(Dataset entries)
----------
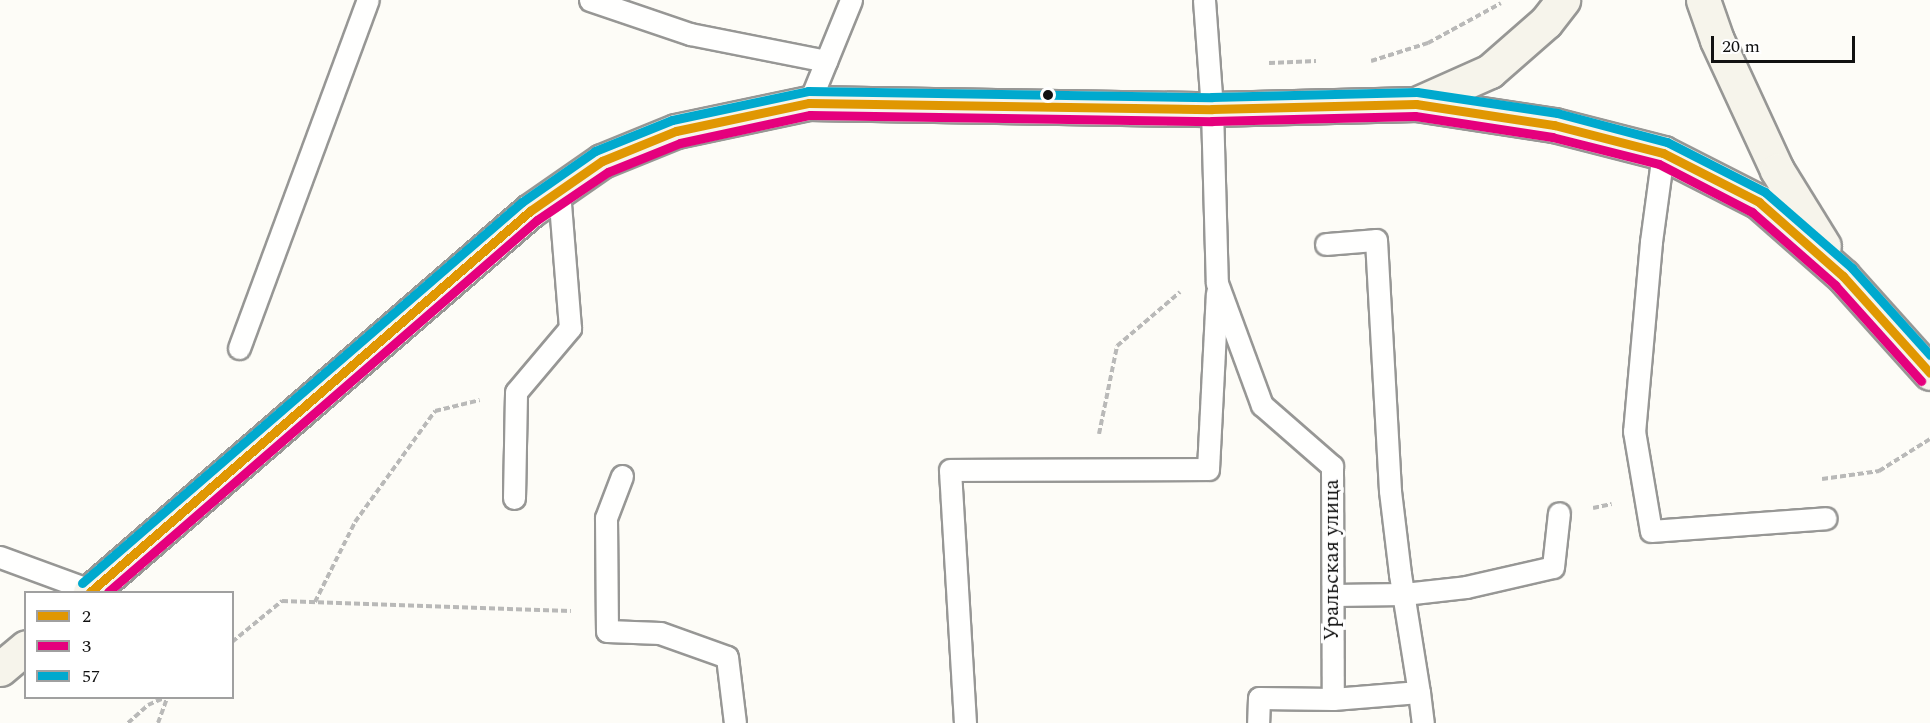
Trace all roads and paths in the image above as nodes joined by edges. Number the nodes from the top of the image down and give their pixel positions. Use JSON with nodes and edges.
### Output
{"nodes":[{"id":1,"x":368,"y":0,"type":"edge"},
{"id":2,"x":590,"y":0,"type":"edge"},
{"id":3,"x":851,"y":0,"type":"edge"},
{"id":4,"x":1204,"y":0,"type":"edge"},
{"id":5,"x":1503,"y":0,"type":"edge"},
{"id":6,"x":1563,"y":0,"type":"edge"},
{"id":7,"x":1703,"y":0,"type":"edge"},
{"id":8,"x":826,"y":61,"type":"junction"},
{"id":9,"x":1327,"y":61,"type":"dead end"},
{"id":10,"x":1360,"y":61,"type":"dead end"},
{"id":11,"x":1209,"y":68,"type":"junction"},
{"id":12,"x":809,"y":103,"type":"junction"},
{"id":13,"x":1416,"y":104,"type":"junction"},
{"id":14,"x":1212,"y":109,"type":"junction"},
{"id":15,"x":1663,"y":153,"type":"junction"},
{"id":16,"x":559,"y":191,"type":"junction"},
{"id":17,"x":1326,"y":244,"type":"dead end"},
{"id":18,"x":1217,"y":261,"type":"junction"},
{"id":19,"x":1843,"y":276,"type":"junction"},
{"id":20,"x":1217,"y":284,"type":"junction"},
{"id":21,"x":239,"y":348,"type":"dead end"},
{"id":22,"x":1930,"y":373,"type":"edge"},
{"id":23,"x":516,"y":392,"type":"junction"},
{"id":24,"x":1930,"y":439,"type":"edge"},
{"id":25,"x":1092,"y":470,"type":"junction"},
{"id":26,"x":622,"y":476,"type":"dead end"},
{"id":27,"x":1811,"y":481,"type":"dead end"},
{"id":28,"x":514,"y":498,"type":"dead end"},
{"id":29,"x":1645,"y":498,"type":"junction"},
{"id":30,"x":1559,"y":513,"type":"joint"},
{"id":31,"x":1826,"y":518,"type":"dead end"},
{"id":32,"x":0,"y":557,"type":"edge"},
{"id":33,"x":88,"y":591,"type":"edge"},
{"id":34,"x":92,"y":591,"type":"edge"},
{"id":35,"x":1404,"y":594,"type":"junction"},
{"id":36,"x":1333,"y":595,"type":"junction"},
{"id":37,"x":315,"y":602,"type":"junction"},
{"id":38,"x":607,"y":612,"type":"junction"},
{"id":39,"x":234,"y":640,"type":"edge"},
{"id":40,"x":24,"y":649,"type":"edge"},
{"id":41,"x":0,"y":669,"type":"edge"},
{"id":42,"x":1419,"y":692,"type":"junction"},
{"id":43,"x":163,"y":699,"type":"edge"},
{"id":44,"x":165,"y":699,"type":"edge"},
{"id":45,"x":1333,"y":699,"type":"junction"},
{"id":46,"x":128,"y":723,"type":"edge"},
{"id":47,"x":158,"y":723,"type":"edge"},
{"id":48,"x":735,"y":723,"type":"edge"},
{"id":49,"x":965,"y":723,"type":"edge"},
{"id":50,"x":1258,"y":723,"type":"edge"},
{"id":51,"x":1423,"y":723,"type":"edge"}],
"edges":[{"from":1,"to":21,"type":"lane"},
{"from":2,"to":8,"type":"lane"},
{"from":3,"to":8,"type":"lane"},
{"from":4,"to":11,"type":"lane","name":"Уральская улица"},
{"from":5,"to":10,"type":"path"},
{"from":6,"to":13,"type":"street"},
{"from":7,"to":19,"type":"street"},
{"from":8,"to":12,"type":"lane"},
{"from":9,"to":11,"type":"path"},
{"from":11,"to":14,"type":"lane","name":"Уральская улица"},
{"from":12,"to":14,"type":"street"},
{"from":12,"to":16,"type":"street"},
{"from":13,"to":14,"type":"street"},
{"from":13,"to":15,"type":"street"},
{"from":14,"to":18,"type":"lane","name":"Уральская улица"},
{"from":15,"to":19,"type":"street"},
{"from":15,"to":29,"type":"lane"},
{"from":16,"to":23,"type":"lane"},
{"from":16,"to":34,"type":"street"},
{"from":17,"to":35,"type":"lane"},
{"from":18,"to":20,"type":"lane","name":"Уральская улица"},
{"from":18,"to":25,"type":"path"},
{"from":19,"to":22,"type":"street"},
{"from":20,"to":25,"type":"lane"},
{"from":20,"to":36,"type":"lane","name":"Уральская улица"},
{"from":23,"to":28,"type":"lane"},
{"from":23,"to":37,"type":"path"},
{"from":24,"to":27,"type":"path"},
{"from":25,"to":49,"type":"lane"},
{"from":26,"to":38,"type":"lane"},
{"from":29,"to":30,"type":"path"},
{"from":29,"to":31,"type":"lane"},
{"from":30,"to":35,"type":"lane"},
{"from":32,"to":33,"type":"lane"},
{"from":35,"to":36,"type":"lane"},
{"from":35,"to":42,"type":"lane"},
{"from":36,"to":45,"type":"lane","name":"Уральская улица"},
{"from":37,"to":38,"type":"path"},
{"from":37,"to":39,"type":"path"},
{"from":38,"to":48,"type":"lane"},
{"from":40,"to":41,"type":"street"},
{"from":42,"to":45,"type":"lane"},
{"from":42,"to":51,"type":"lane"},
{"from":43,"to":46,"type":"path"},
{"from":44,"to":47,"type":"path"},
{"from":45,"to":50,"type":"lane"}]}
----------
(Problem description)
Only lines containing the string "name" belong in the answer; find them in the data above and copy them.

(Reply to the exercise)
{"from":4,"to":11,"type":"lane","name":"Уральская улица"},
{"from":11,"to":14,"type":"lane","name":"Уральская улица"},
{"from":14,"to":18,"type":"lane","name":"Уральская улица"},
{"from":18,"to":20,"type":"lane","name":"Уральская улица"},
{"from":20,"to":36,"type":"lane","name":"Уральская улица"},
{"from":36,"to":45,"type":"lane","name":"Уральская улица"},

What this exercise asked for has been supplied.